LabourNet: Do you think that other people in the union around the country have figured out what's going on here now?
Irene: Well we've told them at fringe meetings when we've been to them, and if they don't know now, they'll never know.
Kathleen: They'll know from the Guardian.
Cathy: I would like to question, hypothetically of course, if the dockers do lose this dispute, how many union people will withdraw from unions in this country because I think people must be getting sick and tired now of seeing unions losing the fight for people, so what're they paying funds for, because you're in a union for the union to fight and win for you. But they're not doing it any more.
LabourNet: And the other side of that coin is, when you win...
Cathy: Oh well the unions will boost, everyone will want to join unions. They'll want to join our union, they'll say they're the kind of fight that you want. I think the unions have got to stand up to the Government laws more.
Val: I'll tell you what, if our men don't get their jobs back, I blame all the rest of the rank and file, that's who I blame. And I call them all a shower of bastards.
Cathy: Don't put that on the Internet!
Val: I do. I've heard people telling them "the dockers have lost their jobs blah blah, any questions?" No one stands up.
Irene: No, what they say is "but youse never had a ballot". That's their only excuse they use. I mean you've only got to look at Magnet, they're members of the T&G, they took all the right procedures, went through all the right channels, and still got sacked.
Our men have been asking for ballots for months and months. They'd been put off all the time, and who's that down to?
Val: 19 months they'd been asking for ballots.
LabourNet: What effect did it have on you going to Sweden, is it part of the fight?
Mary: It's no picnic.
Irene: I went to Gothenburg and I actually mixed in with the dockers there, and they're putting a blockade on and as you go in their union office there's billboards up, the blockade of the ACL. I mean them people are risking their own jobs to support our dockers. They're fundraising, and that's not just Gothenburg that's all over Sweden.
Mary: We went to Stockholm and it was exactly the same. People there are so generous in their giving, and so generous in the way they are trying to help us, and genuine in their offers of help, it's unbelievable.
Cathy: They're giving physical support what people in this country haven't given us.
Irene: You've got people in Spain putting blockades for us even if it's only an hour here, an hour there in Canada and all these places.
Mary: The women who come to the WoW meetings are all aware how important it is.

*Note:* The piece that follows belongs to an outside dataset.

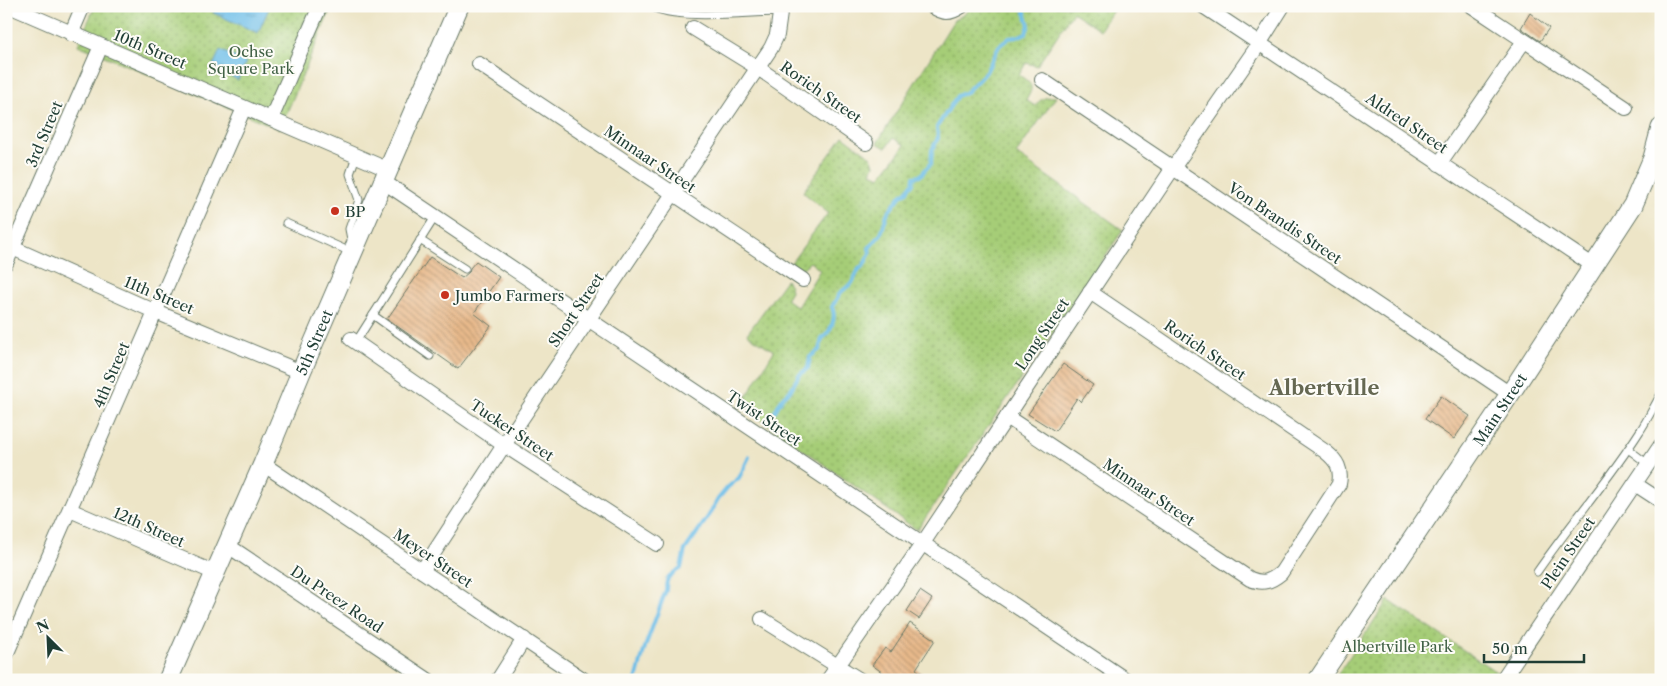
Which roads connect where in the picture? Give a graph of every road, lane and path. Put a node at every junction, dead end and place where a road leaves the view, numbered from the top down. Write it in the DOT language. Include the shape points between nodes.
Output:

Irene: Everyone knows every little bit of action that takes place abroad. We might not hear about it until after it takes place or whatever, but certainly it has an effect. I mean you've only got to look at the ACL itself, it comes into Liverpool it used to come Sunday, now it's late. Plus the fact there's not as many ships, we drove through the dock gates Jimmy and I, and there's not a bloody thing there to what was a booming port, so how Mersey Docks can say that they're running at 400%.
Kathleen: Just as a supporter of the women, I'm not a dockers' wife but I always say when the Mersey Docks sacked them last September, little did they know that they were going to take on the world but what was worse they took on their wives and families.